I'm worried that it might have something to do with shapely versioning, as the v2 perimeters were generated in an environment created from the conus-dps branch env.yml file, while the v3 perimeters were generated using the environment defined in the primarykeyv2 branch. Respective Shapely versions were 1.8.4 and 2.0.1 for v2 and v3, so we did cross a major release. I am investigating this possibility further.

jsignell commented 1 week ago

Other things that could result in mild differences:

1) Which pixels are in which clusters originally is determined by the sklearn BallTree algorithm, so scikit-learn version could be a factor. 1) The shape of the hulls with more than 3 pixels is dependent on settings.valpha, so you would want to ensure that that is held constant. 2) The hulls are calculated using either scipy.spatial.ConvexHull or scipy.spatial.Delaunay depending on how many pixels they include, so scipy version could be a factor.

I guess my point is it is unlikely that you would ever get exactly the same results given the difference in library versions and prtentially in the underlying data. Overall the focus might be better spent on deciding an allowable difference in overlap and writing tests to ensure that the difference in overlap does not exceed a certain threshold. If there is an external source of fire perimeters that might be an even better way to test so that instead of testing v2 vs v3 we could test v2 vs some canonical perimeters, and v3 vs some canonical perimeters.

zebbecker commented 1 week ago

Thank you @jsignell!

As far as I can tell, settings.valpha is consistent across all runs.

Running v3 with the scipy and scikit-learn versions used in the v2 runs results in the same undesired behavior in the outputs.

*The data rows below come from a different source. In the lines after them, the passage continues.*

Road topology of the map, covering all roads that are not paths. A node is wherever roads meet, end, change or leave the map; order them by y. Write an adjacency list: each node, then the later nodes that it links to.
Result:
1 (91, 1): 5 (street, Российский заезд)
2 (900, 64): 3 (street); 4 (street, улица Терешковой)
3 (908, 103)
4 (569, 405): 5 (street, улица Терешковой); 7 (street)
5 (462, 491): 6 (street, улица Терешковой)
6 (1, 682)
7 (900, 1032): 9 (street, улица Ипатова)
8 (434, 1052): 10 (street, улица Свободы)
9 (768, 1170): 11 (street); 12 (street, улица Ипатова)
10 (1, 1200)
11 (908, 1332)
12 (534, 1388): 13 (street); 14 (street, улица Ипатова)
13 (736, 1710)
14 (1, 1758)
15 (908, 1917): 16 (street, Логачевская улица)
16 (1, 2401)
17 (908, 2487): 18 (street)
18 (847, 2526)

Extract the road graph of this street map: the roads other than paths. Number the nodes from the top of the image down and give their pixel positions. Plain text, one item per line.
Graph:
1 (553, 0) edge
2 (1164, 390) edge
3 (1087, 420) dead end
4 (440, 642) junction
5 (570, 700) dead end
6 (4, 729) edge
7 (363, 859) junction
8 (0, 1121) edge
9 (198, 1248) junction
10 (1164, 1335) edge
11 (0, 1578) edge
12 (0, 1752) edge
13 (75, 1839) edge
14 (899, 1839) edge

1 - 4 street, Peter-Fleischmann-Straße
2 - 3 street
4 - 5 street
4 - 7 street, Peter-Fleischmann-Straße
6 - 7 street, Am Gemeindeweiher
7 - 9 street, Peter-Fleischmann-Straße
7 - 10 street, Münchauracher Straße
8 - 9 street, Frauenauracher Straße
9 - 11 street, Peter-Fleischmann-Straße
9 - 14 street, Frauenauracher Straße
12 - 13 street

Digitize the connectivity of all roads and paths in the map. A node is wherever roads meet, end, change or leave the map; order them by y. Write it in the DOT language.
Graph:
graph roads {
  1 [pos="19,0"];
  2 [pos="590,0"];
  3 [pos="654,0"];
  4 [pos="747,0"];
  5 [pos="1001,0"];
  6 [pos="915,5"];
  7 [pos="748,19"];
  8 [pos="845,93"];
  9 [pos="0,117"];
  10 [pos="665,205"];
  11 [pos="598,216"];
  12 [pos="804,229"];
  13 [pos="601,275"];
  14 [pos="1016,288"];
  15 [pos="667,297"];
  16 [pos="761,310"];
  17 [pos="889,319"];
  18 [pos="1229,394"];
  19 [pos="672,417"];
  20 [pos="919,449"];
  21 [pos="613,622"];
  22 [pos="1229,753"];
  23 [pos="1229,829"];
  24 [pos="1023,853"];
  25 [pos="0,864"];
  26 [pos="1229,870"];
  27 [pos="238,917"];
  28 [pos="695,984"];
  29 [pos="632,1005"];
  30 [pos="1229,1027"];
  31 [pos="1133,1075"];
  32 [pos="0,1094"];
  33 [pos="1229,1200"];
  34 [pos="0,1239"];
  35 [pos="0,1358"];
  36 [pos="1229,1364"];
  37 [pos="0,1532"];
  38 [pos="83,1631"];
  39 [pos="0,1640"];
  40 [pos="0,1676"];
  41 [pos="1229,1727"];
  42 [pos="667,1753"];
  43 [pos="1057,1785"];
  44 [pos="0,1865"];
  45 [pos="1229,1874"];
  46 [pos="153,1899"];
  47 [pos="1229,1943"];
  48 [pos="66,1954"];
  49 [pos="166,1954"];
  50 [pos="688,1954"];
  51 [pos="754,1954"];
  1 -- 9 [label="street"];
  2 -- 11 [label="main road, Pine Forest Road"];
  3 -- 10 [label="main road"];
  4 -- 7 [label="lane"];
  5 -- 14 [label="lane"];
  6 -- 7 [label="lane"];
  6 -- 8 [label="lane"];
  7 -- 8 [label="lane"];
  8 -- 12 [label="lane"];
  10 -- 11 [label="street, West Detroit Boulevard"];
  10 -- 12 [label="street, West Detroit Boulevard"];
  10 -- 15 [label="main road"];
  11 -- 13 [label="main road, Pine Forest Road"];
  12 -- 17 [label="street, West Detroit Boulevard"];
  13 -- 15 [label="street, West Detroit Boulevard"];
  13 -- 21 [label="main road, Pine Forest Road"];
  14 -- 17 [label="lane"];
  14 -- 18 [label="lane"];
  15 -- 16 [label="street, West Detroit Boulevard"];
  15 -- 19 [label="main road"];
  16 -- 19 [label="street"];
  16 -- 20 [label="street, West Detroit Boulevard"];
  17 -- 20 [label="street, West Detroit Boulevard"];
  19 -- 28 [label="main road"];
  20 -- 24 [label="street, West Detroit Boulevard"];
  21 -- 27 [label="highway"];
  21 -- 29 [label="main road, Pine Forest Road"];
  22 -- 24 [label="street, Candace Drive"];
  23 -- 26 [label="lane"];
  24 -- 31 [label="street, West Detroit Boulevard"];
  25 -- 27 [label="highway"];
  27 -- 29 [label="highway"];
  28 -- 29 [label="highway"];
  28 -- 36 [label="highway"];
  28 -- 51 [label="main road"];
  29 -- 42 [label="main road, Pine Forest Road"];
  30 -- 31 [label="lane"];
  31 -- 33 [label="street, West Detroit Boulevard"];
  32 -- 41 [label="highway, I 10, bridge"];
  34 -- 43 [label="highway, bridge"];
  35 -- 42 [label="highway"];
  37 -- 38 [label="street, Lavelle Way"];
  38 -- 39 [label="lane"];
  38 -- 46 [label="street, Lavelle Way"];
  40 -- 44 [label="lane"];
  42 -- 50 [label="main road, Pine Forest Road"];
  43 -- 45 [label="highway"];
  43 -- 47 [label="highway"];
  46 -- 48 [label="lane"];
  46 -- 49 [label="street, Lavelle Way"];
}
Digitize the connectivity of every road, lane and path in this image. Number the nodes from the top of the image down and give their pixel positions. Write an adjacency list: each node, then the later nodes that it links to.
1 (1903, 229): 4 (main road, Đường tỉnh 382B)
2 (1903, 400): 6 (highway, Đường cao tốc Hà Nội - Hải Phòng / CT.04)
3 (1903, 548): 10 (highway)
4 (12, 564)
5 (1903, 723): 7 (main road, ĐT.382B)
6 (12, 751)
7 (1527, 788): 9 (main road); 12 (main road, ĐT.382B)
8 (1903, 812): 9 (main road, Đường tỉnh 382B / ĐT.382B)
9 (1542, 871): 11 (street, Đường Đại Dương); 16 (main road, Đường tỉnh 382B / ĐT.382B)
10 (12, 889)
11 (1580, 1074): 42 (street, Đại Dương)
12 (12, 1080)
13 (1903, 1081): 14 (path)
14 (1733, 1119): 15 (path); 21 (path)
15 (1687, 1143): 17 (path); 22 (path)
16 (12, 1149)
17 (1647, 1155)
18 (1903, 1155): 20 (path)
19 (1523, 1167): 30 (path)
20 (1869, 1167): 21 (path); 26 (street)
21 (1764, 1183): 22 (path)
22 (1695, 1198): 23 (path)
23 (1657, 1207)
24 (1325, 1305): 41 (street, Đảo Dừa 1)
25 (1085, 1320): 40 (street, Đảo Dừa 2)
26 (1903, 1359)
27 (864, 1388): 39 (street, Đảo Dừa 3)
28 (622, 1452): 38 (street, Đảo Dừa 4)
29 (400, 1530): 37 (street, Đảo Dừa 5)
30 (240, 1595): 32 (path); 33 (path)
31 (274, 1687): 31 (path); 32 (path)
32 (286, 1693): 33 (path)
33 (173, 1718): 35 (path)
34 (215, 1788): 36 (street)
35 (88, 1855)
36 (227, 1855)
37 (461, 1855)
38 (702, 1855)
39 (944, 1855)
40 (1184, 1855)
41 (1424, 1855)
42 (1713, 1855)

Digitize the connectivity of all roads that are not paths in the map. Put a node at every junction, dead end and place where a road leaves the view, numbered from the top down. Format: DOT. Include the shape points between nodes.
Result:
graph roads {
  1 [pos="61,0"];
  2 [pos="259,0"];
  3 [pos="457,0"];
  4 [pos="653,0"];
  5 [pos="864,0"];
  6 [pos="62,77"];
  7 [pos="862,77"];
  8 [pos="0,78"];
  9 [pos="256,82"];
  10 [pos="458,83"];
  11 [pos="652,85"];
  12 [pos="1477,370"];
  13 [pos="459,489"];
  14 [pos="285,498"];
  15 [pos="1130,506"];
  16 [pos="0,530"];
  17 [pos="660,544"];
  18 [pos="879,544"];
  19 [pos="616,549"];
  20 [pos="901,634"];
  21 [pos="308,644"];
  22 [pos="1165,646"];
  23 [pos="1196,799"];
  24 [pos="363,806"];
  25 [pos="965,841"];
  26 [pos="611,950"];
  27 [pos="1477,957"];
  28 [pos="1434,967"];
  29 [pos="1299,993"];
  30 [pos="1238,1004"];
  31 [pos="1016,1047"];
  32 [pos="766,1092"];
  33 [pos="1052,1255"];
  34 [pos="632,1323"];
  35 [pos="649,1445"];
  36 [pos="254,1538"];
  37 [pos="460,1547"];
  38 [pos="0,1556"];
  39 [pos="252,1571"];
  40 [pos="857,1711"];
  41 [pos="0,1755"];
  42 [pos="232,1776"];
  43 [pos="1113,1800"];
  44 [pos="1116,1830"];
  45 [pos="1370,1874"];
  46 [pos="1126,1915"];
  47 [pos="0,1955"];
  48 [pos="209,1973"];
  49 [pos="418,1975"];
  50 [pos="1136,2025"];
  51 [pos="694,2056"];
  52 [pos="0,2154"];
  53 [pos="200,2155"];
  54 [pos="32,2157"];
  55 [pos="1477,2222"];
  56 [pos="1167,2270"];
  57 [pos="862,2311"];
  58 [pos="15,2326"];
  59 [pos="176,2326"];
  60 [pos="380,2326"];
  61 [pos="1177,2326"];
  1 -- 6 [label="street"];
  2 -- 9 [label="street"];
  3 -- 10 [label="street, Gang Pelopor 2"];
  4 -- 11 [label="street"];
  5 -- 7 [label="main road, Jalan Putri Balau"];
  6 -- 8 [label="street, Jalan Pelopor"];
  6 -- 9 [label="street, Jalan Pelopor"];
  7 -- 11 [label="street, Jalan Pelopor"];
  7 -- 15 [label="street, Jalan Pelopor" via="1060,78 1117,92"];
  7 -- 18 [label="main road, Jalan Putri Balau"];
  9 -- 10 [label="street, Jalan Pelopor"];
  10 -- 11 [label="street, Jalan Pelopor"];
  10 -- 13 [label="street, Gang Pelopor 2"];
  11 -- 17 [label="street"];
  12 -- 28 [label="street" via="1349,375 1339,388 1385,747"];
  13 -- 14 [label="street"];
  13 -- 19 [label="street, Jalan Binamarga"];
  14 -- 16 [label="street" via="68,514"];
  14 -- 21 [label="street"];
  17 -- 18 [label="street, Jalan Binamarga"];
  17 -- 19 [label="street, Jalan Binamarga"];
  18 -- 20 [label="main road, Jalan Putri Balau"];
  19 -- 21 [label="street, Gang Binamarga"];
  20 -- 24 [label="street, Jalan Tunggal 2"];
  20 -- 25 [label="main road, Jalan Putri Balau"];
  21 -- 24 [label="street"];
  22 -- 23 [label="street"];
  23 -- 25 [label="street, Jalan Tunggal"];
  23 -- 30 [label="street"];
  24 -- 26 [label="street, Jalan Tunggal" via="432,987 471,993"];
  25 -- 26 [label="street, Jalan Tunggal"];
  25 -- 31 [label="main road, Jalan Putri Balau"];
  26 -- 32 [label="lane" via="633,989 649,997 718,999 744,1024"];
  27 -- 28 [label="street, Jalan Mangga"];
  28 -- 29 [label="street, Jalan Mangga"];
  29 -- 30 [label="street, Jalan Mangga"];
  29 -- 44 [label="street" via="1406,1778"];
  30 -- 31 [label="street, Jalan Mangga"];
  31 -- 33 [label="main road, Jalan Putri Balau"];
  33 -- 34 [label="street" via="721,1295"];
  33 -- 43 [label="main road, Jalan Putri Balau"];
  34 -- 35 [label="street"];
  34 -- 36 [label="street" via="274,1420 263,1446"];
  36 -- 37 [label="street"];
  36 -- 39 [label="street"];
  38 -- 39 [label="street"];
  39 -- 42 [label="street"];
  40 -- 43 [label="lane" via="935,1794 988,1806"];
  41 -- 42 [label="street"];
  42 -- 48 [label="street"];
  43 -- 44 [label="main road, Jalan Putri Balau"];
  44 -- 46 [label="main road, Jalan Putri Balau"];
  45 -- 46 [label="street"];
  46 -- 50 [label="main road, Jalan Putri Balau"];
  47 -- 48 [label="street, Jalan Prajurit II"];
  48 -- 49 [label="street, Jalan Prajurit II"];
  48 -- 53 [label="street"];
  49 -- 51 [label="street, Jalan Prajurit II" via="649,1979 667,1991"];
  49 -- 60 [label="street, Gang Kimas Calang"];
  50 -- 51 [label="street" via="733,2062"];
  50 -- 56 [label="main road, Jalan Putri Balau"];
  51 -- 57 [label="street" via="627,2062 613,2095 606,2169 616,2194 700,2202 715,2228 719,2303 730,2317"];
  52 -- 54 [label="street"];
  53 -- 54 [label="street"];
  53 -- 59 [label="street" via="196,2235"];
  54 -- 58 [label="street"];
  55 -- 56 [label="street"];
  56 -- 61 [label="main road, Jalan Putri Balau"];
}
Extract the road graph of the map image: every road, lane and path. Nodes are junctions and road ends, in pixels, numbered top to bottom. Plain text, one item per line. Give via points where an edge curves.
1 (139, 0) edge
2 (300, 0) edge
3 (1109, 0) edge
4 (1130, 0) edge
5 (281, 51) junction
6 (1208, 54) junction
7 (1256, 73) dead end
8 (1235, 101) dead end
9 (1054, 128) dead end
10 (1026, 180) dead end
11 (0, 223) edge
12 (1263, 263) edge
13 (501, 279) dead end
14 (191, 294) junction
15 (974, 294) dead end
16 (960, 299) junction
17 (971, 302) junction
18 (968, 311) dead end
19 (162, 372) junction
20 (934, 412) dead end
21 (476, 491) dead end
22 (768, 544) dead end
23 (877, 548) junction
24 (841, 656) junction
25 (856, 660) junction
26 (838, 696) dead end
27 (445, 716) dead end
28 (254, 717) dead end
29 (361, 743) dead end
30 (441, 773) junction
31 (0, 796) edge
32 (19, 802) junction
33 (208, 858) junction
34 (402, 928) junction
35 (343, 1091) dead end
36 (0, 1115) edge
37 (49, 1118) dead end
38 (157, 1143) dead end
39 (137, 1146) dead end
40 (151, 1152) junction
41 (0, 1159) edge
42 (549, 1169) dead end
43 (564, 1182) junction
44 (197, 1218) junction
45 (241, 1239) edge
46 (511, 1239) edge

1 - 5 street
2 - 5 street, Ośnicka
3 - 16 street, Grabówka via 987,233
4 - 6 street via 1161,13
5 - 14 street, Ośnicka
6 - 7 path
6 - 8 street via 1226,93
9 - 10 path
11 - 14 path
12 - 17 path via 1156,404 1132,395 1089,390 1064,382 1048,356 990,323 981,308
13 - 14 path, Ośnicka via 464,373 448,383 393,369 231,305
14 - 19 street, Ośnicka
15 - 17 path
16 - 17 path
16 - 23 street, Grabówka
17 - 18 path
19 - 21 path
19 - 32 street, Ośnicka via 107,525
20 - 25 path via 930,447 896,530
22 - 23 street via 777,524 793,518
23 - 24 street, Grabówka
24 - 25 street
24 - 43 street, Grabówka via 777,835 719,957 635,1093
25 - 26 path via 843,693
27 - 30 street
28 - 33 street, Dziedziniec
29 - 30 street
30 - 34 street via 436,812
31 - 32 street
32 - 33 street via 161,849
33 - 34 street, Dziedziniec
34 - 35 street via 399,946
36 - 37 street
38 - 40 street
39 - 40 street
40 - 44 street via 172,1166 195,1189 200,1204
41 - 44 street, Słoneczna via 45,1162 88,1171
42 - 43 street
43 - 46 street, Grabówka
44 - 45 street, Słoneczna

That leaves Shapely version. I'm having a hard time confirming that this is or is not the issue, because Shapely made a few breaking changes when going from 1.x to 2.x. Our v2 relies on 1.x behavior, but v3 relies on 2.x behavior. Both in seemingly nontrivial ways. The upshot of that is that I can't just run v3 with an older Shapely to test this hypothesis, nor can I run v2 with a newer Shapely, without significant refactoring.

(The specific issue I'm running into is that multipart geometries are no longer sequences.)